I’m not sure I buy that. The decorations are a little too meticulous to support that theory. Plus, he strikes me as a guy who likes his privacy.
One day I’ll have an office too, unless I decide to retire first.
Bill looks like a natural-born leader. I can’t put my finger on what attributes give this impression. Maybe it’s his strong jaw, the wise warmth in his gaze, or the way he carries himself. Or maybe it’s something else entirely. All I know is he looks like someone people would follow—and they do.

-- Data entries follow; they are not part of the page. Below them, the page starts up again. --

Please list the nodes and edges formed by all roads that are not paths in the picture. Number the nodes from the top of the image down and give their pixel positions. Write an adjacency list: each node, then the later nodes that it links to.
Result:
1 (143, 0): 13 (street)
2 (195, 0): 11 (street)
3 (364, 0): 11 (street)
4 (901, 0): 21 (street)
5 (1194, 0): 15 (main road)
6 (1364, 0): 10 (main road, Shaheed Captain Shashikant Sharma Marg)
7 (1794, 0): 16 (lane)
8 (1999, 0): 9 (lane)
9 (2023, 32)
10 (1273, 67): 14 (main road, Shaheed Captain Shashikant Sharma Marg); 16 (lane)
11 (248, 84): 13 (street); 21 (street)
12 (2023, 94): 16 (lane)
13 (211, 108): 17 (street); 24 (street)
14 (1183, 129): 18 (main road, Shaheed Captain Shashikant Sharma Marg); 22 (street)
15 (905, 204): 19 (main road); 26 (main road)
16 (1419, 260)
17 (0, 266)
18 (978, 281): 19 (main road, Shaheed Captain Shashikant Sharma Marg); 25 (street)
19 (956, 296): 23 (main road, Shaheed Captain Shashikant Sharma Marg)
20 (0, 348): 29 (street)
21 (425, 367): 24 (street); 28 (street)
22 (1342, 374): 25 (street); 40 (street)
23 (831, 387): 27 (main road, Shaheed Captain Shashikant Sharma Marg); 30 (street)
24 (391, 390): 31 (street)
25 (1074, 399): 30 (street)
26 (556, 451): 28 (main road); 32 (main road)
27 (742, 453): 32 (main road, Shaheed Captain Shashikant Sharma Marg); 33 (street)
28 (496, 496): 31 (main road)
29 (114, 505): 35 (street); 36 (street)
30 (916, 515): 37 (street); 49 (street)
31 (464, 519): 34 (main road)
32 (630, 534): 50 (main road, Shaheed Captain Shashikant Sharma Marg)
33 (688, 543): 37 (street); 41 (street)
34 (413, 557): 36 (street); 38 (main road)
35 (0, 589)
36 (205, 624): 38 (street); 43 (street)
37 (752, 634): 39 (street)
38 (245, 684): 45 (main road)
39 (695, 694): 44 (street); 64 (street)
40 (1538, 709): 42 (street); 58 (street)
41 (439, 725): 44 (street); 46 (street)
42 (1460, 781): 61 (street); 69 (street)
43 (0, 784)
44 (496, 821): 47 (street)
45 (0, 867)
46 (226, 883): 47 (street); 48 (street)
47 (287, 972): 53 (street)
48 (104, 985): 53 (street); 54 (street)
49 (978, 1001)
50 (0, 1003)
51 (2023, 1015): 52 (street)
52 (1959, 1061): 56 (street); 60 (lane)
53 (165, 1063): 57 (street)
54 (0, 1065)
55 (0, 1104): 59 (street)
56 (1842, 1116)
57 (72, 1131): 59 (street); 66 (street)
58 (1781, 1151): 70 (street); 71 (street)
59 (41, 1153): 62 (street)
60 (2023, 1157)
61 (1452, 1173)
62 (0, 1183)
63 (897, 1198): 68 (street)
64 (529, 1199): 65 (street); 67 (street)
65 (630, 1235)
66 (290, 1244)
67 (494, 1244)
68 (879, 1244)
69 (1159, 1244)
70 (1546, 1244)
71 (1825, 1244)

Bill earned major respect from me when he played a part in legalizing gay marriage in New York. My moms have dreamed of getting married for as long as I can remember, and anyone who helps make my moms happier is a good person in my book.
“Darren, please sit,” he says, pulling his gaze from his monitor as I walk in.
“Hi William, how was your weekend?” I say. He’s probably the only person in the office I bother doing the small-talk thing with. Even here, I ask mainly because I know Bill’s answer will be blissfully brief. I don’t care what my coworkers do in general, let alone on their weekends.